You are viewing a plain text version of this content. The canonical link for it is here.
Posted to issues@spark.apache.org by "Hyukjin Kwon (JIRA)" <ji...@apache.org> on 2017/02/20 08:38:44 UTC
[jira] [Resolved] (SPARK-15679) Passing functions do not work in
classes
[ https://issues.apache.org/jira/browse/SPARK-15679?page=com.atlassian.jira.plugin.system.issuetabpanels:all-tabpanel ]
Hyukjin Kwon resolved SPARK-15679.
----------------------------------
Resolution: Invalid
Your test codes look not working as is.

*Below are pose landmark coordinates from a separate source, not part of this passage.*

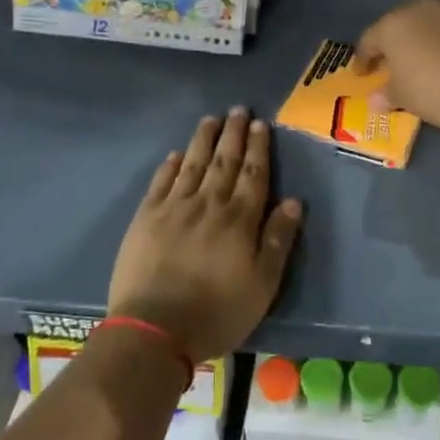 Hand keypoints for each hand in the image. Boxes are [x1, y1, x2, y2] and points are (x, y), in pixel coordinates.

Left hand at [107, 109, 303, 363]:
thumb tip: (294, 201)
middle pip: (224, 162)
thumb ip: (278, 240)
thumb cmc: (217, 311)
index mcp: (239, 219)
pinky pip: (160, 183)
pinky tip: (175, 154)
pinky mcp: (145, 219)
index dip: (258, 148)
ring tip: (210, 120)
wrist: (154, 329)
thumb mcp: (263, 284)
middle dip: (233, 134)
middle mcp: (208, 204)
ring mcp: (173, 208)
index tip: (260, 124)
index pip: (253, 174)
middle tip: (237, 109)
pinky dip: (170, 166)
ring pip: (192, 164)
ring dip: (203, 140)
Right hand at [354, 0, 439, 129]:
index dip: (364, 58)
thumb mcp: (403, 97)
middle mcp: (419, 6)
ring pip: (432, 12)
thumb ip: (387, 94)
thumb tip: (375, 100)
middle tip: (397, 60)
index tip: (363, 73)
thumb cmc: (431, 91)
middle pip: (401, 22)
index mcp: (392, 25)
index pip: (370, 40)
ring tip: (430, 46)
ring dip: (428, 27)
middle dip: (397, 40)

I manually modified your codes and could reproduce it as below:
{code}
from pyspark import SparkContext
from pyspark.sql import SQLContext
sc = SparkContext("local")
sqlContext = SQLContext(sc)
class A(object):
def myFunc(self, s):
return s
def run(self):
data = [("a",), ("b",), ("c",)]
df = sqlContext.createDataFrame(data)
return df.rdd
if __name__ == "__main__":
print A().run().count()
print A().run().map(lambda l: A().myFunc).count()
{code}
In this case, it seems {{sqlContext}} is being tried to be serialized in {{A()}} by cloudpickle. {{sqlContext}} seems not serializable as below:
{code}
>>> import cPickle
>>>
>>> cPickle.dumps(sqlContext)
Traceback (most recent call last):
File "<stdin>", line 1, in <module>
File "/System/Library/Frameworks/Python.framework/Versions/2.7/lib/python2.7/copy_reg.py", line 84, in _reduce_ex
dict = getstate()
TypeError: 'JavaPackage' object is not callable
{code}
It works once you take out the {{run}} func or {{myFunc}} out. Generally, bound methods are not picklable up to my knowledge (at least by built-in pickle one) and I guess it is not recommended.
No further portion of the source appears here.